(Records excerpted from a collection)
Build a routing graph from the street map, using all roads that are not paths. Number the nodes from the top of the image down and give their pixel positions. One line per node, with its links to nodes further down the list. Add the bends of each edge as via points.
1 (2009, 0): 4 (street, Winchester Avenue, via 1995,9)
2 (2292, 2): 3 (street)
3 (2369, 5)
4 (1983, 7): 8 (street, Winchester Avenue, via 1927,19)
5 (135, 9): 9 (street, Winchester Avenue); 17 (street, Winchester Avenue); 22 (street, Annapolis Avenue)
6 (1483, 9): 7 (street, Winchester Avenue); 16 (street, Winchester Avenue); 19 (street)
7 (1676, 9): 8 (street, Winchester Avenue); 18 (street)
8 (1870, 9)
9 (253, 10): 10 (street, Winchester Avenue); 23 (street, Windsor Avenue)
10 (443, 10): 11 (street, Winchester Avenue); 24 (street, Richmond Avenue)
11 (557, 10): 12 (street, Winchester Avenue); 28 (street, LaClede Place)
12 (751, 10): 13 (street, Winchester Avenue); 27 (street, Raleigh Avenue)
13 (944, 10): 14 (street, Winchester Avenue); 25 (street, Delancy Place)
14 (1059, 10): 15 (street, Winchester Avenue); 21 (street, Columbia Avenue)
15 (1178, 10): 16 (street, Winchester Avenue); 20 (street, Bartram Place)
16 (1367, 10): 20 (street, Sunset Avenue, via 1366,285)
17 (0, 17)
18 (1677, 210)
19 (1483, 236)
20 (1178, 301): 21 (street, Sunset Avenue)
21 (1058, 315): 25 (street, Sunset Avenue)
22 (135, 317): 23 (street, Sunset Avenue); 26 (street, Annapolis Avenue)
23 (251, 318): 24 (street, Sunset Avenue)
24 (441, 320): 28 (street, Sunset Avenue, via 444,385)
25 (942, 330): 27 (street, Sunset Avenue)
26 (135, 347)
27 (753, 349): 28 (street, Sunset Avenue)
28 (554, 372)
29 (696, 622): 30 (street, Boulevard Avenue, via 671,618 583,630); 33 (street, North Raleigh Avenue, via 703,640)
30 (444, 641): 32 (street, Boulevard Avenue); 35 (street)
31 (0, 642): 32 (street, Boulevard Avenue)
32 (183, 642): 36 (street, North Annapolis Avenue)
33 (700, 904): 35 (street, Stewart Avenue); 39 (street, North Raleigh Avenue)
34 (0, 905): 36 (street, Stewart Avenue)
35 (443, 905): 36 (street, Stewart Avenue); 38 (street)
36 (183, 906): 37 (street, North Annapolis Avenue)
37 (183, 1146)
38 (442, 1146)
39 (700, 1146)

▶ _Problem requirements_:
Which lines of the records above contain the word "Annapolis"? Copy each of them.

▶ _Solution for this exercise_:
5 (135, 9): 9 (street, Winchester Avenue); 17 (street, Winchester Avenue); 22 (street, Annapolis Avenue)
22 (135, 317): 23 (street, Sunset Avenue); 26 (street, Annapolis Avenue)
32 (183, 642): 36 (street, North Annapolis Avenue)
36 (183, 906): 37 (street, North Annapolis Avenue)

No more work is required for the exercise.